Irrealizado

Não tenho certeza de quando foi que me apaixonei por Mariana.

Conhecíamos-nos desde sempre, ela era um pouco mais velha que eu e, desde crianças, todo fim-de-ano, vinha ficar em nossa casa no interior.

Nossos pais eram sócios e isto nos obrigava a convivermos, principalmente em se tratando deste tipo de festividades.

Quando meninote, lembro-me de haver uma certa animosidade entre nós, ou, pelo menos, entre eu e ela. Mamãe queria que eu desse atenção a Mariana, mas, para mim, era um fardo ter de brincar de bonecas ou de casinha com ela, trocar fraldas de bebês de plástico, ou fingir estar adorando bolos de barro — e eu lhes garanto, ao contrário de muitas crianças, eu jamais os comi de fato!
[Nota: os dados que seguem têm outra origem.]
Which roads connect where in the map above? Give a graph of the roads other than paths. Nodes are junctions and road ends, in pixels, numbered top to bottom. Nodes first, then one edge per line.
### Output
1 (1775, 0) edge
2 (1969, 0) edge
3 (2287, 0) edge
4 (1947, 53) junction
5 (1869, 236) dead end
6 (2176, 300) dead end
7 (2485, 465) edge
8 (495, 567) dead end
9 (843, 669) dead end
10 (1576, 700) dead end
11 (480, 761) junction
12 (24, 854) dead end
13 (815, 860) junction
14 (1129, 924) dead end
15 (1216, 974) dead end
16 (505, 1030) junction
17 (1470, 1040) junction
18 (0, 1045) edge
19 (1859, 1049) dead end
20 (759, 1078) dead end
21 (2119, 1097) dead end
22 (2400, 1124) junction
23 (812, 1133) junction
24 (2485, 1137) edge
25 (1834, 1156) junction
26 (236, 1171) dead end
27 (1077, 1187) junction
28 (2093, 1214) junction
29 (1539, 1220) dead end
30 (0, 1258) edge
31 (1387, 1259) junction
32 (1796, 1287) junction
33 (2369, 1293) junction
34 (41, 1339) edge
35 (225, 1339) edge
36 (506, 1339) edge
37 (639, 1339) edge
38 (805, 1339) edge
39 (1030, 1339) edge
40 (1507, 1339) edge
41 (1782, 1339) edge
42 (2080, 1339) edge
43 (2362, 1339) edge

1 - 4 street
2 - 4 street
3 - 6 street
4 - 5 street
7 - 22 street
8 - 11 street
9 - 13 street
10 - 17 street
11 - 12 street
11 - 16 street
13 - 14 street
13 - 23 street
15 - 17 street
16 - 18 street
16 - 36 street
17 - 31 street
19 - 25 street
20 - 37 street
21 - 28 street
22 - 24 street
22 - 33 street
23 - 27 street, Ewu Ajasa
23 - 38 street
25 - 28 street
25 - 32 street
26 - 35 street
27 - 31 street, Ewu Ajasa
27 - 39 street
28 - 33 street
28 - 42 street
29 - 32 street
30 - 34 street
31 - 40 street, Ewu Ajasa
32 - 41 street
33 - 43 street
Ela, por sua vez, também não parecia estar interessada em brincar de carrinhos, ou daquelas brincadeiras estúpidas que nós meninos adoramos e, como ela possuía um temperamento bem mais forte que o meu, restava a mim sempre a ceder aos caprichos dela.

Assim, a cada Natal e Réveillon, o meu martírio se renovava.

Eu tinha uns doze anos quando comecei a namorar “seriamente”, quer dizer, selinhos, andar de mãos dadas e trocar presentes nos dias dos namorados. Lúcia era a menina mais linda da minha classe e o término do ano letivo foi doloroso. Ela viajava para a praia e eu para a maldita casa no interior.

Carreguei comigo uma cartinha de Lúcia e vários suspiros contidos no peito. Nem a promessa de mamãe de que, naquele Natal, eu finalmente ganharia o videogame que eu tanto implorara durante os passados onze meses me animou. A saudade de Lúcia me consumia.

— O Beto está jururu assim porque está apaixonado! — papai comentou durante a ceia, e eu fui a piada do grupo até retornarmos da viagem.

Para minha surpresa, Lúcia já estava namorando com outro, deixando-me curtindo uma bela dor-de-cotovelo e meu primeiro coração partido. Esta profunda decepção amorosa coincidiu com a descoberta do sexo, ao aprender com colegas, escondidos no banheiro da escola, palavras, conceitos e atos que me fascinavam e me envergonhavam, tais como: punheta, gozar, buceta, Playboy.

Foi naquele momento que passei a viver uma vida dupla, guardando revistas de mulheres peladas em compartimentos secretos nos armários, passando longas horas no banheiro ou enrolado sob o edredon, quando até dançarinas do programa do Gugu me serviam de estímulo.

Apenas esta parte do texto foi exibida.